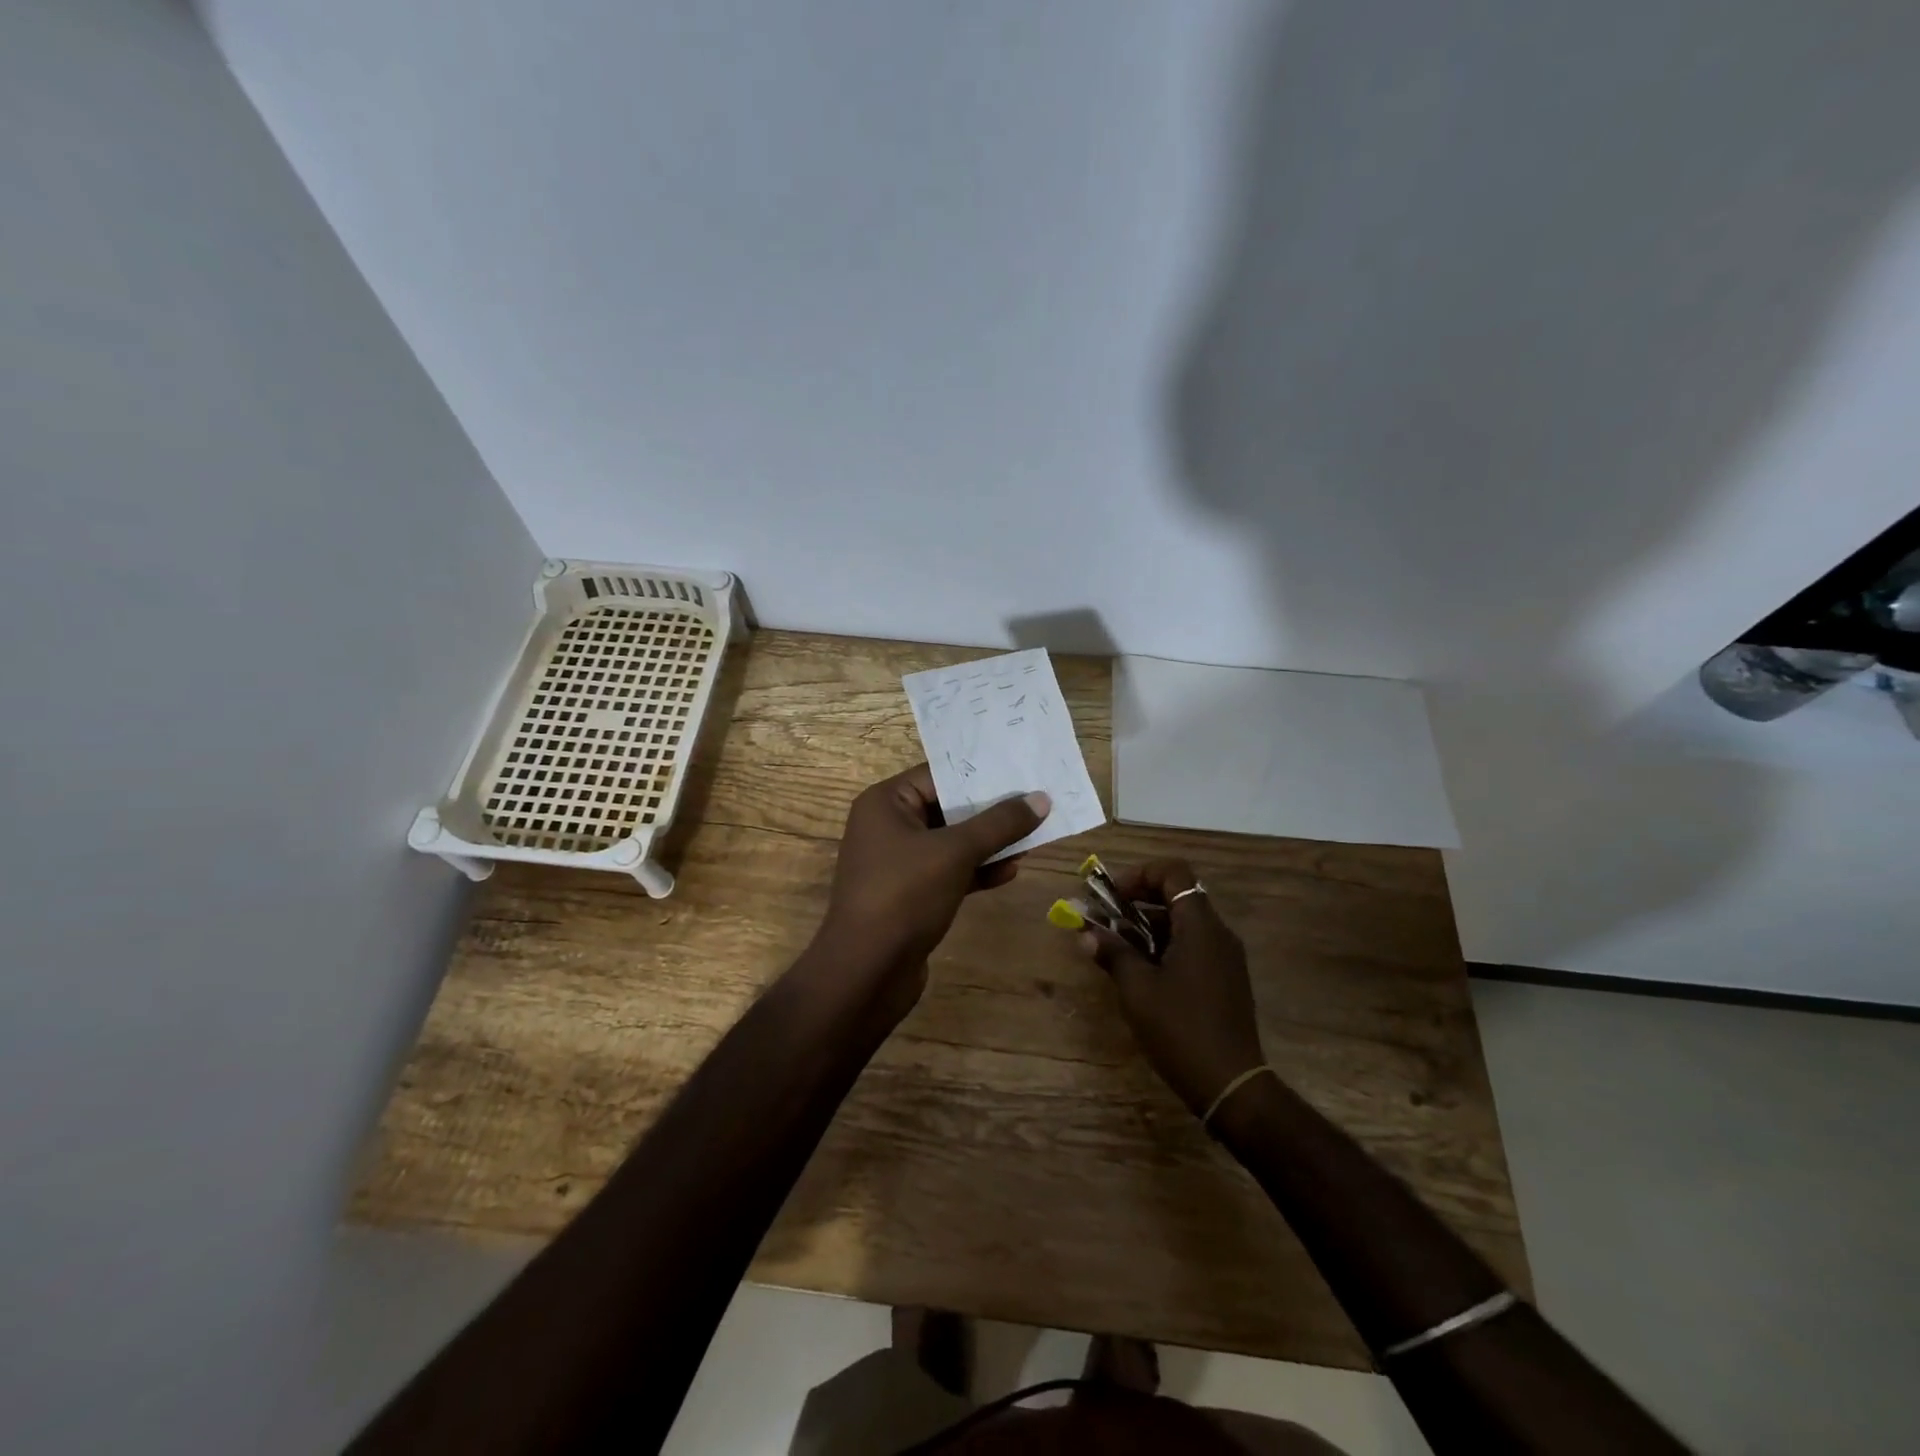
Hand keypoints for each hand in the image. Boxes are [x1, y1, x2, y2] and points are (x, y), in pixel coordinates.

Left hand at [813, 764, 1049, 996]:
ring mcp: (898, 863)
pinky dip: (977, 870)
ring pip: (952, 843)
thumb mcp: (955, 852)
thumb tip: (1041, 799)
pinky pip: (949, 871)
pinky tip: (1010, 872)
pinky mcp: (911, 895)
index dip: (981, 774)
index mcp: (885, 803)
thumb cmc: (905, 895)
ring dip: (989, 843)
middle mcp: (888, 826)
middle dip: (991, 811)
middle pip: (947, 808)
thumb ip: (999, 824)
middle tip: (1037, 803)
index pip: (938, 775)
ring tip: (1033, 838)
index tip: (1022, 772)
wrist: (867, 972)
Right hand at [1078, 860, 1264, 1117]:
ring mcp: (1226, 958)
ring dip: (1150, 926)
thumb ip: (1113, 953)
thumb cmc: (1180, 1029)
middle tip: (1107, 920)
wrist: (1231, 1085)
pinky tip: (1143, 972)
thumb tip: (1086, 933)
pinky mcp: (1227, 980)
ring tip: (1118, 948)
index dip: (1141, 875)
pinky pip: (1194, 946)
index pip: (1174, 872)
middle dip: (1139, 901)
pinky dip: (1166, 946)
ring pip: (1185, 923)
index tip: (1113, 896)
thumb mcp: (1137, 989)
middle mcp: (1219, 934)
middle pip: (1178, 895)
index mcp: (1200, 926)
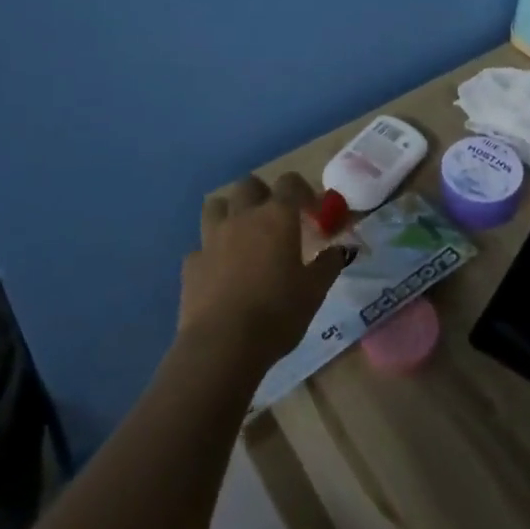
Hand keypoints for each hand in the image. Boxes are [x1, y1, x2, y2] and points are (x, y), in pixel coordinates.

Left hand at [181, 174, 344, 372]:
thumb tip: (339, 250)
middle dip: (262, 193)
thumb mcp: (314, 291)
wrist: (222, 346)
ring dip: (229, 211)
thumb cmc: (277, 313)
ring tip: (241, 233)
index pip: (289, 182)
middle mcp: (243, 217)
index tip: (310, 210)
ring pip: (216, 205)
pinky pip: (200, 246)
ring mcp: (212, 238)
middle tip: (274, 217)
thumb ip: (328, 264)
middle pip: (249, 184)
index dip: (301, 190)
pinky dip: (210, 252)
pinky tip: (219, 270)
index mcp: (277, 216)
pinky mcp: (190, 264)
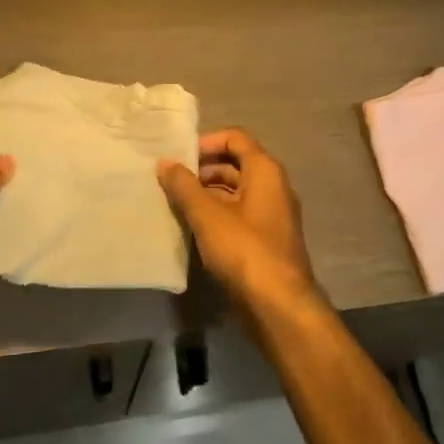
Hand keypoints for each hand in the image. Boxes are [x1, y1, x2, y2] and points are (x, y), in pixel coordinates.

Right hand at [157, 128, 320, 313]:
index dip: (206, 142)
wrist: (278, 305)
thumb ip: (184, 186)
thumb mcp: (208, 216)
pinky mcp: (265, 240)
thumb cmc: (244, 250)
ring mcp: (271, 215)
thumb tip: (165, 162)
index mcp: (265, 171)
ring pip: (235, 192)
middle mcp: (273, 187)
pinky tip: (191, 228)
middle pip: (235, 164)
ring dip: (207, 194)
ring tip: (174, 203)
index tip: (178, 156)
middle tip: (170, 181)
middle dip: (202, 170)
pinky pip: (238, 216)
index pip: (236, 138)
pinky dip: (216, 215)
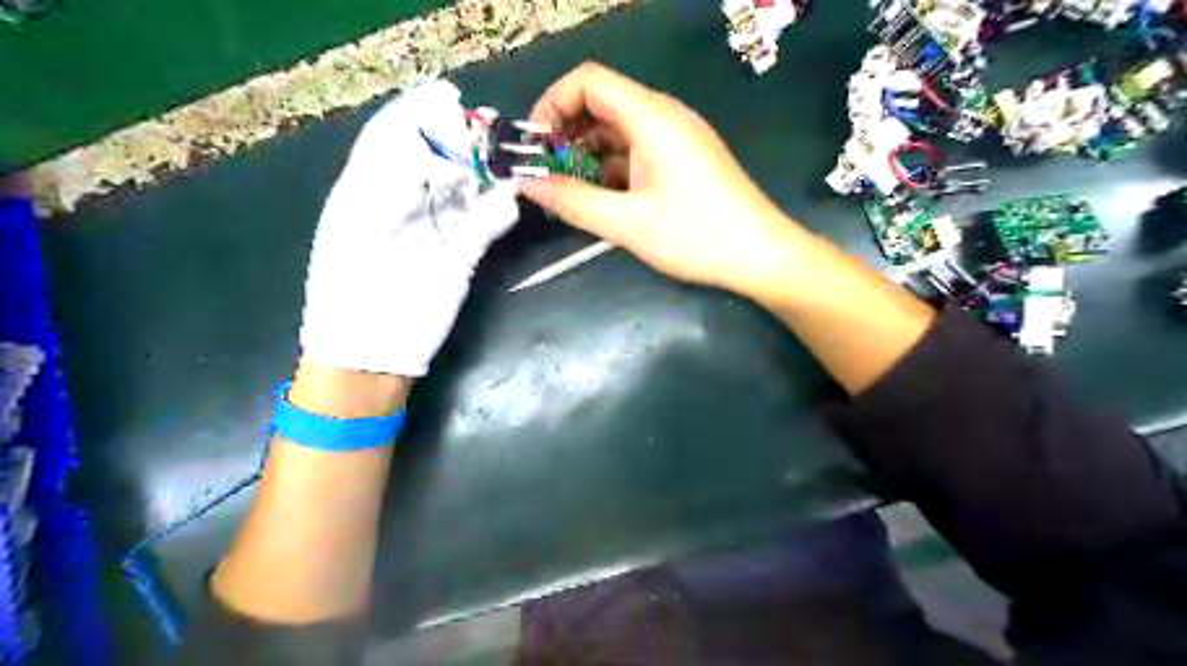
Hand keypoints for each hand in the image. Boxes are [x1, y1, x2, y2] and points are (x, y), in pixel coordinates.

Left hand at [300, 80, 516, 375]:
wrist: (368, 360)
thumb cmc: (356, 302)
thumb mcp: (366, 238)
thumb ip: (404, 196)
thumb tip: (450, 165)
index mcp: (365, 194)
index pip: (392, 139)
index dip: (420, 115)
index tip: (452, 99)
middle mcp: (398, 206)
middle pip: (431, 161)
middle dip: (460, 140)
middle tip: (493, 126)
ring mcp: (429, 233)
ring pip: (458, 191)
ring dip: (483, 173)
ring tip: (509, 156)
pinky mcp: (454, 259)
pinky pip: (477, 226)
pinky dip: (494, 212)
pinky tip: (510, 198)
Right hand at [520, 60, 796, 293]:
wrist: (761, 255)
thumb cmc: (695, 236)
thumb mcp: (627, 223)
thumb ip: (572, 201)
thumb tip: (527, 184)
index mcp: (651, 117)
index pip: (588, 81)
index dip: (552, 103)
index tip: (534, 145)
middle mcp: (664, 116)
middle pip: (602, 104)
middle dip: (566, 133)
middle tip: (545, 173)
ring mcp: (677, 138)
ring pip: (619, 131)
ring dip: (587, 155)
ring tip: (568, 191)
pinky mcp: (684, 159)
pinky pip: (637, 151)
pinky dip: (612, 168)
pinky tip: (601, 198)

——

Write out each entry exactly as given, but skip the pictures.

Hand keypoints for each hand in the image. Boxes are [x1, y1, x2, y2] and points are (x, y), in pixel coordinates.

Left hand at [813, 764, 1049, 996]:
ring mcp: (898, 863)
pinky dip: (977, 870)
ring pip: (952, 843)
thumb mcp: (955, 852)
thumb tip: (1041, 799)
pinky pip: (949, 871)
pinky tip: (1010, 872)
pinky mcp: (911, 895)
index dip: (981, 774)
index mcp: (885, 803)
thumb cmc: (905, 895)
ring dip: (989, 843)
middle mcp: (888, 826)
middle dip: (991, 811)
middle pip: (947, 808)
thumb ip: (999, 824)
middle tip: (1037, 803)
index pip: (938, 775)
ring tip: (1033, 838)
index tip: (1022, 772)
wrist: (867, 972)
Right hand at [1078, 860, 1264, 1117]:
ring mcp: (1226, 958)
ring dip: (1150, 926)
thumb ip: (1113, 953)
thumb cmc: (1180, 1029)
middle tip: (1107, 920)
wrist: (1231, 1085)
pinky tip: (1143, 972)
thumb tip: (1086, 933)
pinky mcp: (1227, 980)
ring tip: (1118, 948)
index dip: (1141, 875)
pinky pip: (1194, 946)
index pip: (1174, 872)
middle dip: (1139, 901)
pinky dip: (1166, 946)
ring pip: (1185, 923)
index tip: (1113, 896)
thumb mcp: (1137, 989)
middle mcp: (1219, 934)
middle pip: (1178, 895)
index mcp: (1200, 926)
Hand keypoints for each hand in the image. Boxes are [x1, y1, x2, y2] and points are (x, y), in pixel coordinates.

Left hand at [181, 174, 344, 372]:
thumb tip: (339, 250)
middle dip: (262, 193)
thumb mcp: (314, 291)
wrist: (222, 346)
ring dip: (229, 211)
thumb cmc: (277, 313)
ring tip: (241, 233)
index pip: (289, 182)
middle mcp: (243, 217)
index tip: (310, 210)
ring pip: (216, 205)
pinky pip: (200, 246)
ring mcp: (212, 238)
middle tip: (274, 217)
thumb ip: (328, 264)
middle pip: (249, 184)
index dip: (301, 190)
pinky dip: (210, 252)
pinky tip: (219, 270)
index mcp: (277, 216)
pinky mcp: (190, 264)
Hand keypoints for each hand in the image. Boxes are [x1, y1, x2, y2] and points are (x, y), in pixel coordinates.

Right hand at [157, 128, 320, 313]:
index dip: (206, 142)
wrist: (278, 305)
thumb ip: (184, 186)
thumb mcp: (208, 216)
pinky mcp: (265, 240)
thumb cmc: (244, 250)
ring mcp: (271, 215)
thumb tip: (165, 162)
index mcp: (265, 171)
ring pip: (235, 192)
middle mcp: (273, 187)
pinky tip: (191, 228)
middle pip: (235, 164)
ring dip: (207, 194)
ring tip: (174, 203)
index tip: (178, 156)
middle tip: (170, 181)
middle dip: (202, 170)
pinky pip: (238, 216)
index pip: (236, 138)
pinky dip: (216, 215)
Hand keypoints for each hand in the image. Boxes are [x1, y1, x2, y2] and points are (x, y), in pixel coordinates.

Left hand at [300, 80, 516, 375]:
wrist: (368, 360)
thumb cmc: (356, 302)
thumb mcp: (366, 238)
thumb ip: (404, 196)
thumb tip: (450, 165)
index mcp: (365, 194)
index pip: (392, 139)
index dip: (420, 115)
index tip: (452, 99)
middle mcp: (398, 206)
middle pip: (431, 161)
middle dip: (460, 140)
middle tip: (493, 126)
ring mcp: (429, 233)
ring pip: (458, 191)
ring dip: (483, 173)
ring tip: (509, 156)
pinky mcp: (454, 259)
pinky pip: (477, 226)
pinky dip: (494, 212)
pinky tip: (510, 198)
Right hand at [520, 60, 796, 293]:
wrist: (761, 255)
thumb cmc: (695, 236)
thumb mcp: (627, 223)
thumb ip: (572, 201)
thumb tip: (527, 184)
index mcp: (651, 117)
index pip: (588, 81)
index dip: (552, 103)
index tip: (534, 145)
middle mcp: (664, 116)
middle pip: (602, 104)
middle dip: (566, 133)
middle tip: (545, 173)
ring mcp: (677, 138)
ring pip: (619, 131)
ring dip: (587, 155)
ring tip: (568, 191)
pinky mcp: (684, 159)
pinky pip: (637, 151)
pinky dip: (612, 168)
pinky tip: (601, 198)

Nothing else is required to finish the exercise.